The statement as originally written sets point to the value NULL, rather than comparing to NULL. Since the value of the assignment is NULL which is 0, the condition is always false, and so Error is never called. This common programing error can be corrected by changing the assignment (=) to a comparison (==).

d) The C statement below is which one of the following (circle the correct answer): {3}
i) Declaration of a function which returns a pointer, or ii) Declaration of a pointer to a function

int (*myfunc)(double avg);

See the textbook section on list traversal, or the lecture notes, for more information.

2. Program Development:

a) Name two types of scaffolding commonly used in program development: {6}

Scaffolding is code inserted into a program to help with debugging (see textbook, pp. 24-26). The main types are stubs, drivers, and tracing (print statements).
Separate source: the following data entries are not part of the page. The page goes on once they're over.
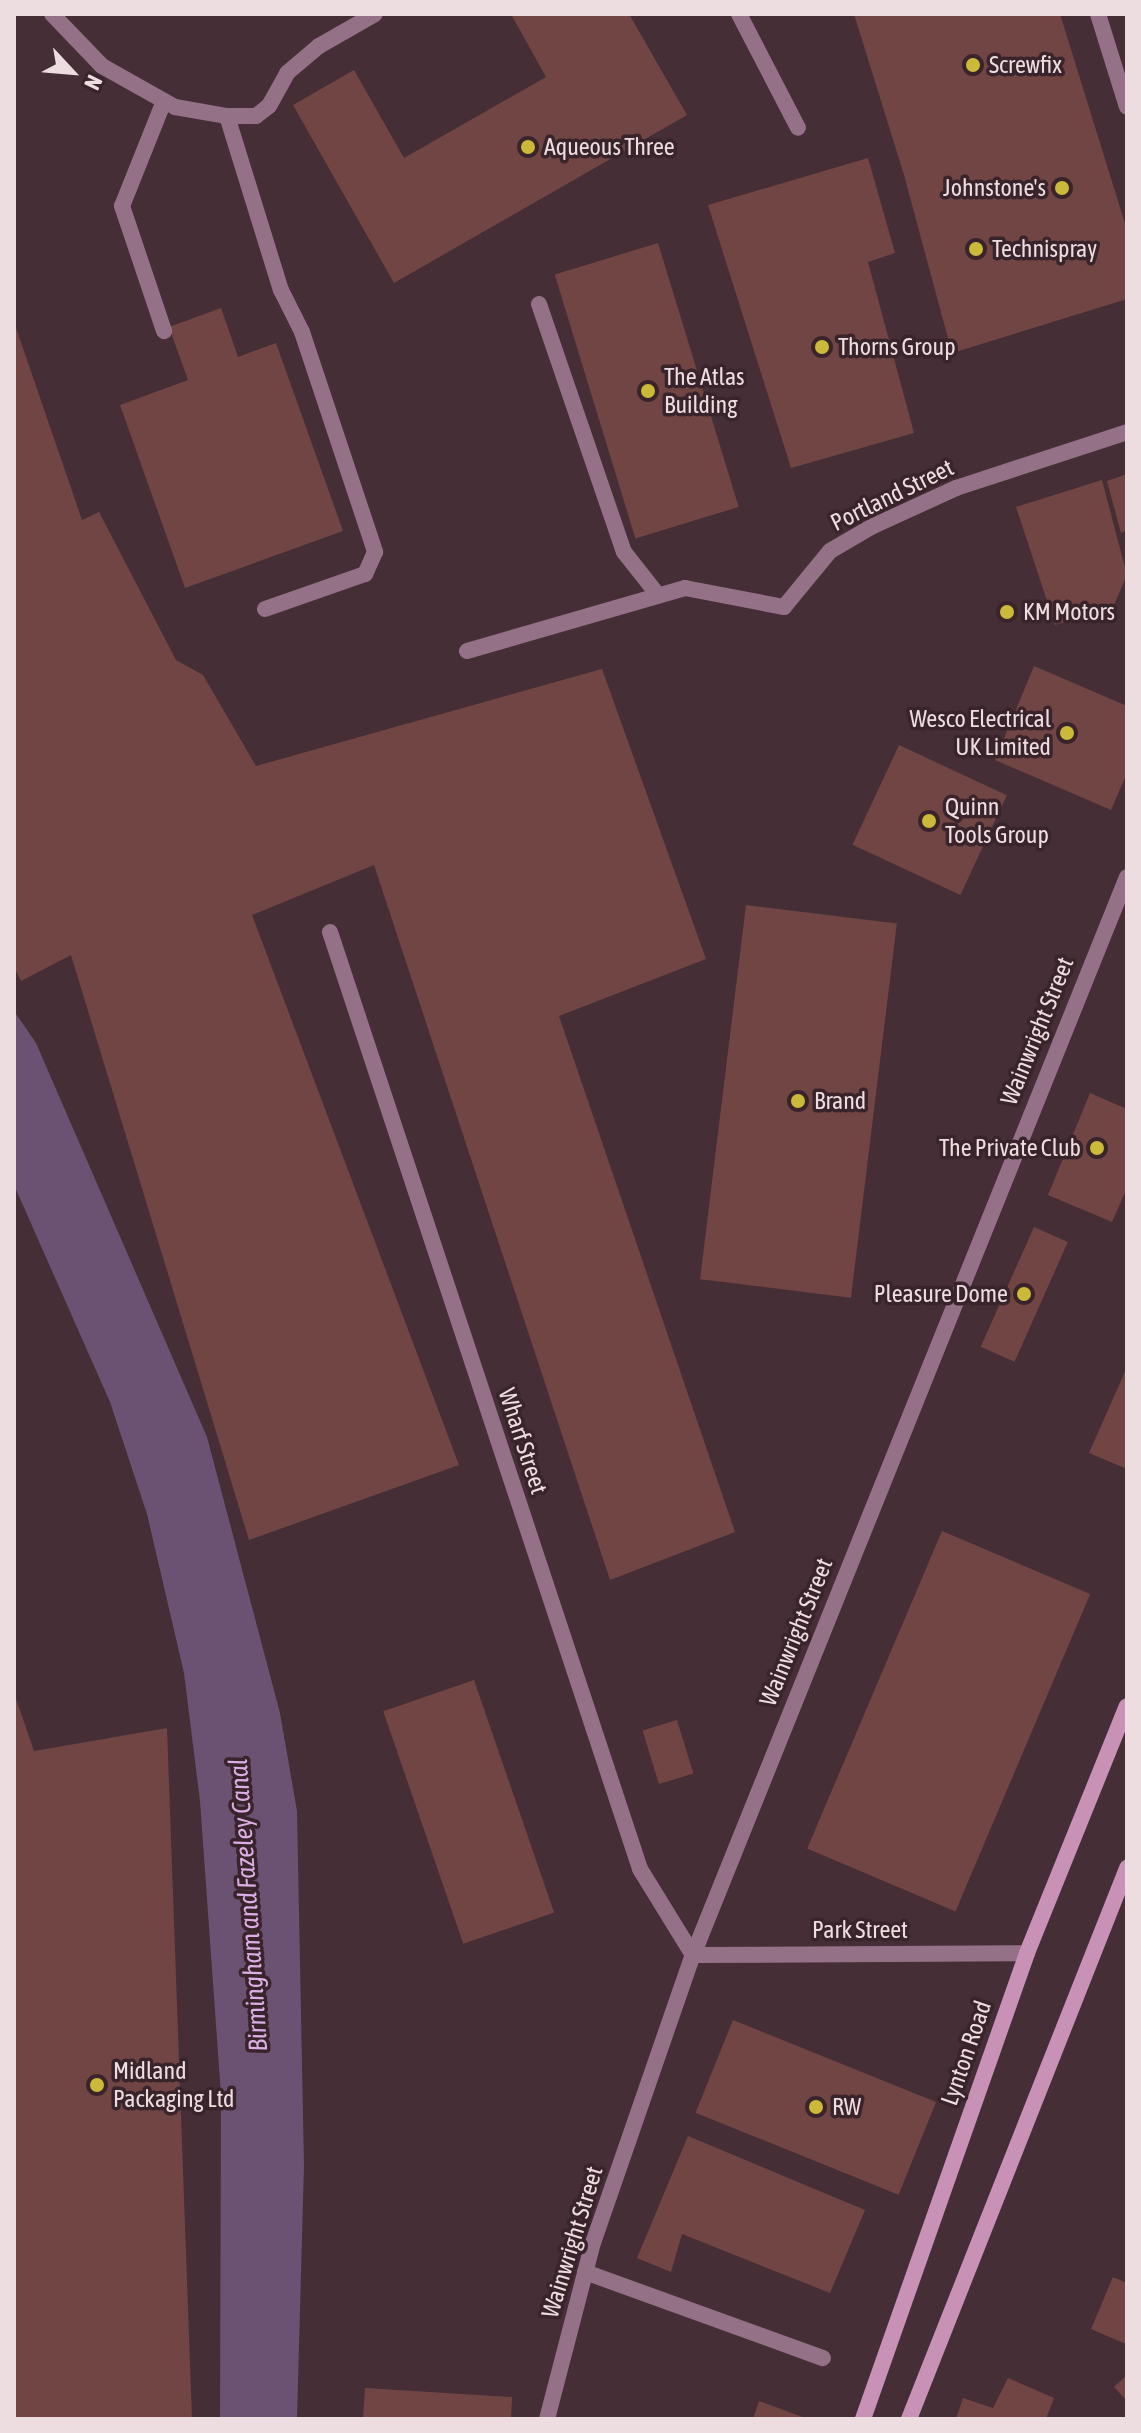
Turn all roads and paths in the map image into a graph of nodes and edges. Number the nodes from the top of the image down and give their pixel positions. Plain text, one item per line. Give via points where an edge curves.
1 (52, 14) edge
2 (375, 14) edge
3 (739, 14) edge
4 (1098, 14) edge
5 (164, 101) junction
6 (1127, 107) edge
7 (227, 116) junction
8 (798, 128) dead end
9 (539, 304) dead end
10 (164, 331) dead end
11 (1127, 432) edge
12 (658, 595) junction
13 (265, 609) dead end
14 (467, 651) dead end
15 (1127, 877) edge
16 (330, 932) dead end
17 (1127, 1706) edge
18 (1127, 1868) edge
19 (1027, 1953) junction
20 (693, 1955) junction
21 (585, 2272) junction
22 (823, 2358) dead end
23 (547, 2419) edge
24 (863, 2419) edge
25 (909, 2419) edge

1 - 5 street via 102,66
2 - 7 street via 319,46 287,73 269,106 256,116
3 - 8 street
4 - 6 street
5 - 7 street
5 - 10 street via 122,206
7 - 13 street via 271,261 302,332 375,552 365,574
9 - 12 street via 624,552
11 - 12 street, Portland Street via 956,488 871,527 830,551 784,607 685,588
12 - 14 street, Portland Street
15 - 20 street, Wainwright Street
16 - 20 street, Wharf Street via 640,1869
17 - 19 main road, Lynton Road
18 - 25 main road
19 - 20 street, Park Street
19 - 24 main road, Lynton Road
20 - 21 street, Wainwright Street
21 - 22 street
21 - 23 street, Wainwright Street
b) What is the main feature of Glass Box testing which makes it more appropriate for testing individual functions or small sets of functions rather than large programs? {6}

Glass Box testing (pp. 28-29) tests all paths through a program. This is prohibitively expensive for large programs, but possible for smaller collections of code.

c) Give an example of some conceptual type and the corresponding implementation type for a simple (non-structured) Abstract Data Type (one word/phrase each): {3}

concept: examples: integer, real number

implementation: corresponding implementation types: int, float

One common error here was to not notice that the question asked for a non-structured ADT (see section 4.8).

d) When you’ve made changes to source and header files of a large software system, what software tool can you use to make sure that all of (and only) the appropriate source files get recompiled? {3}

Acceptable answers: gmake, make, GNUmakefile, Makefile. A common error was "gcc"; although gcc compiles the code, it doesn't do any checking to make sure you recompile all the routines affected by a change.

3. Stack Operations

You are to implement a stack whose entries contains integer values. The operation Push(v) pushes the integer value of v onto the stack. Pop(&x) stores the value from the top of the stack into integer variable x and pops the stack. On the grid below, fill in the state of the stack after each operation shown. For each stack entry, show the numerical value on the stack, not a variable name. Leave unused stack entries blank. {12}

								3
							3	3	3
		2		3		2	2	2	2
	9	9	9	9	9	9	9	9	9
5	5	5	5	5	5	5	5	5	5
(start)	Push(9)	Push(2)	Pop(&a)	Push(3)	Pop(&b)	Push(a)	Push(b)	Push(b)	Pop(&c)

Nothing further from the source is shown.